Grotta dei Giganti (LE)

Come per l’entroterra del territorio pugliese, in cui la roccia è stata scavata dall’incessante lavorio di torrenti e fiumi sotterranei, così anche le coste litorali presentano diversi anfratti e caverne in cui l’erosione delle acque dolci si è affiancata a quella delle onde del mare.


Grotte aux abords de Leuca

Nelle grotte il mare assume colorazioni fantastiche

Tali anfratti e caverne erano, in epoca preistorica, luoghi di riparo e di rifugio per l’uomo, quando ancora non si dedicava all’agricoltura e viveva esclusivamente di caccia e di pesca. Tali luoghi non erano solo al centro della vita quotidiana, ma sovente rappresentavano anche luoghi di culto e di sepoltura, e non è raro che nelle grotte si possano trovare iscrizioni rupestri, graffiti ed impronte. I graffiti in particolare, pur nella loro ingenuità del tratto e la rozzezza sono in grado di evocare ai visitatori bellissime immagini in cui si racconta della caccia agli animali, al turbinio di lance e frecce con le punte di pietra con cui si assaliva la preda, in una lotta quasi alla pari tra l’uomo e l’animale.

Sulle alte scogliere del litorale salentino, fino ad arrivare all’estrema punta di Santa Maria di Leuca ci sono diverse grotte, alcune raggiungibili via terra altre esclusivamente dal mare. La Grotta dei Giganti, che si trova appunto a ridosso del Capo di Leuca, a pochi chilometri dalla Grotta delle Tre Porte e dalla Grotta dell’Elefante.

Raggiungibile via mare ma poi percorribile a piedi la Grotta dei Giganti è famosa per il ritrovamento di numerose ossa denti e zanne appartenute ad antichi pachidermi, che hanno contribuito con la loro presenza a dare il nome alla grotta. Le popolazioni locali infatti credevano che tali resti non fossero appartenenti ad animali ma piuttosto ad una stirpe di giganti.
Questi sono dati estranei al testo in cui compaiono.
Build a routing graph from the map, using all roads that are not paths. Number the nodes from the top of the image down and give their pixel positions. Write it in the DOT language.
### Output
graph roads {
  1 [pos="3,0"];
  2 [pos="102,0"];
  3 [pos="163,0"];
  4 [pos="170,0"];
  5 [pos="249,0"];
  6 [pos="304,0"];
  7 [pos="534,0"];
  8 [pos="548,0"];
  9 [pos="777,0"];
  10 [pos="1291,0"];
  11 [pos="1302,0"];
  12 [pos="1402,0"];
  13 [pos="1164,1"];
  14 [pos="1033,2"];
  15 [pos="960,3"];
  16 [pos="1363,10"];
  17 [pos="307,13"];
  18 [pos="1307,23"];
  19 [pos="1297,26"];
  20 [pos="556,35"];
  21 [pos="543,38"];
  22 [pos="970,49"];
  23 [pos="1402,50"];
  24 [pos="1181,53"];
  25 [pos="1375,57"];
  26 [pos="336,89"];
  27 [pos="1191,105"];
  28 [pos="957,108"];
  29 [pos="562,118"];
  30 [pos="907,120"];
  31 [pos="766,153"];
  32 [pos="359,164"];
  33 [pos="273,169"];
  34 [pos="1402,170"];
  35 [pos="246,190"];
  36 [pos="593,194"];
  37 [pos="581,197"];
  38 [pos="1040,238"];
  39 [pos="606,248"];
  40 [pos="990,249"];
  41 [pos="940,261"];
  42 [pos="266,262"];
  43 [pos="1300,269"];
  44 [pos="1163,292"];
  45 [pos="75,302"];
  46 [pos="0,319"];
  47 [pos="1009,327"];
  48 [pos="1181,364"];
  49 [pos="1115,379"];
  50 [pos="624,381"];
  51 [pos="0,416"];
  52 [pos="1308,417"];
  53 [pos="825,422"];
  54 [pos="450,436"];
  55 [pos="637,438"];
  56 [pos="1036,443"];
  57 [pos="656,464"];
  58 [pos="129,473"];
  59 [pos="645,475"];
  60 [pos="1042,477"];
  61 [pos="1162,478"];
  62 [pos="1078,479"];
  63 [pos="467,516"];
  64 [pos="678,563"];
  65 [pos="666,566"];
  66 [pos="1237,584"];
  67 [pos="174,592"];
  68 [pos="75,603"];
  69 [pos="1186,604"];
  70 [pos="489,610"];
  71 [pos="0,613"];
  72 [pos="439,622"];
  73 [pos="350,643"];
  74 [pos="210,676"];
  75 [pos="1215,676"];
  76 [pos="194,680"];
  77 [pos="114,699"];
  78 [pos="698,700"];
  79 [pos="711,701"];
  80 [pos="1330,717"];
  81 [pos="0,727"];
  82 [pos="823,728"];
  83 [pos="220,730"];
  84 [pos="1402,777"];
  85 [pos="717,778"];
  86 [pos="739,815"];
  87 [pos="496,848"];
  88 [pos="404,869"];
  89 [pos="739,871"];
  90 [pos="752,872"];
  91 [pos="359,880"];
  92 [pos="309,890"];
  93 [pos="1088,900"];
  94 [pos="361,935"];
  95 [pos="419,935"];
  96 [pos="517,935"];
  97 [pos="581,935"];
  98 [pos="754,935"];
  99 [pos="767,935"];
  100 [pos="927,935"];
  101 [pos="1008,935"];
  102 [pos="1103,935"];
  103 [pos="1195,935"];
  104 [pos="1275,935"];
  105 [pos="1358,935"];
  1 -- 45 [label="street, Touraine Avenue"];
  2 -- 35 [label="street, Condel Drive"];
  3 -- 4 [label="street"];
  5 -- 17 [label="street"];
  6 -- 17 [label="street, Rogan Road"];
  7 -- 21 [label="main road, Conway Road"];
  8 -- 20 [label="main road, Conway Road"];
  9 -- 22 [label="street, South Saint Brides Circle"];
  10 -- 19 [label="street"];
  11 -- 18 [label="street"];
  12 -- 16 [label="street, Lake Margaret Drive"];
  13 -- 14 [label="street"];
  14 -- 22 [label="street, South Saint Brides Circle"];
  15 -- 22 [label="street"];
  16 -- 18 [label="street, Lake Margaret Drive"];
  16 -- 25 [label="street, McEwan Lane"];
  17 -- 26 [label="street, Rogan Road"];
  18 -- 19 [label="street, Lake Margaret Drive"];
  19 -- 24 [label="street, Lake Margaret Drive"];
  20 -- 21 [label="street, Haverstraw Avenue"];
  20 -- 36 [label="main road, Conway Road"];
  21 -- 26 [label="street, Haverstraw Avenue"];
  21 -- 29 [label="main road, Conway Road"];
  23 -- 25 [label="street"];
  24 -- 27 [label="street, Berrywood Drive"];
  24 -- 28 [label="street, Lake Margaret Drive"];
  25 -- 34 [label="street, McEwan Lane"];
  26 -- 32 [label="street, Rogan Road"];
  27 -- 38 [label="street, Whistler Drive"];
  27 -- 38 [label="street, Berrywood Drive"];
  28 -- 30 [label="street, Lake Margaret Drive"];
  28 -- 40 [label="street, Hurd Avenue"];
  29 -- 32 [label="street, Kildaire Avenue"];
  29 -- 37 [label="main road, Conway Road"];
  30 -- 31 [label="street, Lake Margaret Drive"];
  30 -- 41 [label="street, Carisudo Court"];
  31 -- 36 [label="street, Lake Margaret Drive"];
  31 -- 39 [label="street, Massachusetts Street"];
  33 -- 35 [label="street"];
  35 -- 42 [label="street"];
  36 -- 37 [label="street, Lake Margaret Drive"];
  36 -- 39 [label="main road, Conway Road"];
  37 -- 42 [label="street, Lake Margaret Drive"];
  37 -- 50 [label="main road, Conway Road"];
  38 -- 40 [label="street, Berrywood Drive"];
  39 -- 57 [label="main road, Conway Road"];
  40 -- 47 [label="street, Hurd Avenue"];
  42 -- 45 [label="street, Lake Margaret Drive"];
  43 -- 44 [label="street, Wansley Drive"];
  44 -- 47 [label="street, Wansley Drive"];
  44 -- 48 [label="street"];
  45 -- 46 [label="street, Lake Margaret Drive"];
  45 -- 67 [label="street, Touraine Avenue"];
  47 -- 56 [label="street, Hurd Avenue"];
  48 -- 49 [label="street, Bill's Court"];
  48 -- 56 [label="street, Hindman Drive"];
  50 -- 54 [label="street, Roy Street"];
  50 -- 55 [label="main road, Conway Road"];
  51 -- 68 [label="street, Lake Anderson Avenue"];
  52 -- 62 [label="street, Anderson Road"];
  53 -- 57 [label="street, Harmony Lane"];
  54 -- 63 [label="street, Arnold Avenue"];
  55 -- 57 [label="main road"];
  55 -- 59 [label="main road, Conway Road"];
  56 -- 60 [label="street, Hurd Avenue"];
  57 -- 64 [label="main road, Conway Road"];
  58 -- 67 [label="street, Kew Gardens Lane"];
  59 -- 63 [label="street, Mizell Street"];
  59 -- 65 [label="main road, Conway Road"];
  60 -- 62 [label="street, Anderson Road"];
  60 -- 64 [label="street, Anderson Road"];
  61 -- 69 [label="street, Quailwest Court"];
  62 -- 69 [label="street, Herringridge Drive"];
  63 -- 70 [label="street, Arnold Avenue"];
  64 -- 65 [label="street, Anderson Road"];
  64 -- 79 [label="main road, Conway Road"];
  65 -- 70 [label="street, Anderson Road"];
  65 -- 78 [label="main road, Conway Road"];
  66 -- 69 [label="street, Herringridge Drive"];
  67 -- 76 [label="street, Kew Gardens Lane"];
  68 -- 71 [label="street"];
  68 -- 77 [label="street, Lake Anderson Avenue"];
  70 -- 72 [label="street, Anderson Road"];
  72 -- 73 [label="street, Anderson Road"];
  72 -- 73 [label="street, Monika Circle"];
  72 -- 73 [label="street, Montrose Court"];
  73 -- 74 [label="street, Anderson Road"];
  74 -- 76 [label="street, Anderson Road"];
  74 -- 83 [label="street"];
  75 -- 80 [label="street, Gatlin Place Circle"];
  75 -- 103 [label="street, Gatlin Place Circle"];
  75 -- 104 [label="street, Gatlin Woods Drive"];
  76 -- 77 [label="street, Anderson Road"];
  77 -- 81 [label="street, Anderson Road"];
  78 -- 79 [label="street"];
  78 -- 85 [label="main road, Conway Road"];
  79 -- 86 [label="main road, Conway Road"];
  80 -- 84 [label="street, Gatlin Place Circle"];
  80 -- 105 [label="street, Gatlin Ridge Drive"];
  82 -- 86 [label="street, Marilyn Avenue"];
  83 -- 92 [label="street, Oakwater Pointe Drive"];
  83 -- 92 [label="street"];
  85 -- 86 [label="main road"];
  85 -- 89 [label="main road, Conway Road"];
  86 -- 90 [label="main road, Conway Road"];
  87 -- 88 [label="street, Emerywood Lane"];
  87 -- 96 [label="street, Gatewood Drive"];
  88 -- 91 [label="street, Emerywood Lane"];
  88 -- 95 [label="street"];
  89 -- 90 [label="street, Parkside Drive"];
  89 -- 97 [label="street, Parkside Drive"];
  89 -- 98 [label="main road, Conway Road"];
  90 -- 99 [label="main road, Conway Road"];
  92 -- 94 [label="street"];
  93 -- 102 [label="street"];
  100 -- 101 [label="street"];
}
I vari sedimenti presenti nella roccia hanno riportato alla luce reperti d diverse epoche storiche, a testimonianza che dal periodo in cui essa era un vero e proprio luogo abitato, con tanto di resti di focolari ed ossa combuste, probabilmente resti di qualche antico pasto, ed alcuni cocci in ceramica, in seguito nel corso di secoli e millenni sia comunque stato frequentato dall’uomo. Ne sono testimonianza gli altri importanti ritrovamenti, come per esempio alcuni frammenti di vasi bizantini, delle monete in bronzo anch’esse del periodo bizantino e perfino un frammento di un vaso in vetro.

Per visitarle il modo migliore è rivolgersi all’ente provinciale del turismo di Santa Maria di Leuca che vi indicherà tempi, modalità e costo di un escursione all’insieme delle suggestive grotte che caratterizzano l’area costiera di Santa Maria di Leuca.